Vietnam saw a slight recovery in industrial production with the return of a 1 billion USD trade deficit in April, according to a report form the Ministry of Industry and Trade on May 6.
Statistics showed the industrial production index in April increased by 5.8 percent over the same month last year and the index of the four-month period rose 5 percent over the same period last year.
The figures reflected signs of recovery in industrial production and that enterprises were more confident about the economy this year, the ministry said.
However, in the first three months, consumption was estimated to have increased only 4 percent over the same period last year, proving that the purchasing power in the domestic market had not improved much.

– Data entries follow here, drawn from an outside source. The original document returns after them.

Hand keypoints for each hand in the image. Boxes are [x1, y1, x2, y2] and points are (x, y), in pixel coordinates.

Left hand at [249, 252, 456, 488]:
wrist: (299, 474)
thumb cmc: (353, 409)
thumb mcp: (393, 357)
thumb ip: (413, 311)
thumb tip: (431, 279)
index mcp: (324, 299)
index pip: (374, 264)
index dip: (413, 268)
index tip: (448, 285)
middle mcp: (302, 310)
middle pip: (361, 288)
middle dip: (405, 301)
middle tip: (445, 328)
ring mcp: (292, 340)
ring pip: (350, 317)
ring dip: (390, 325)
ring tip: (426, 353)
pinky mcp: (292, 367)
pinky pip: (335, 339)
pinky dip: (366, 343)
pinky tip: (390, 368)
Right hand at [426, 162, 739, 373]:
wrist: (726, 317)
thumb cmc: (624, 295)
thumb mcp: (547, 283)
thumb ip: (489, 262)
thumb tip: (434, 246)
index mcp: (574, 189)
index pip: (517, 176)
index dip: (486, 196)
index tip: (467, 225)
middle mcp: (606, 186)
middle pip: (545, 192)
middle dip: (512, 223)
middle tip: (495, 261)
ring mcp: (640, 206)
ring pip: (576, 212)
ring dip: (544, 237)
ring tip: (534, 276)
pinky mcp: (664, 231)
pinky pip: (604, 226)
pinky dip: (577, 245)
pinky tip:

The country was reported to have run a trade deficit of 1 billion USD in April and 722 million USD in the first four months of this year.
According to the ministry, the trade deficit in April was attributed to the low growth of exports, especially the decline in export value of agricultural, forestry and seafood products.
The ministry’s report revealed that export turnover in April decreased 12.1 percent over March, reaching 9.7 billion USD, while imports also dropped by 7.3 percent to 10.7 billion USD.
In April, many enterprises enhanced imports of raw materials for their production, resulting in a trade deficit, which could be in a sign of domestic production recovery.
For the four-month period, export turnover was estimated to total 39.46 billion USD, representing a rise of 16.9 percent over the same period last year, and the import turnover was nearly 40.19 billon USD, 18 percent higher.
The foreign direct investment (FDI) sector accounted for around 65 percent of the country’s total export turnover and 71.5 percent of import turnover.
Regarding the refinery project in Nhon Hoi Economic Zone, worth 27 billion USD, Deputy Minister Ho Thi Kim Thoa, at a press conference on May 6, said the ministry’s viewpoint was to support the project.
She said more investment in oil refining was needed because Vietnam had only one oil refinery. However, there were still a lot of work to do for the feasibility of the project, she said.
The ministry also said that investment projects would be put under close supervision, especially key project making slow progress, and those which were to be finished this ear would be hurried up.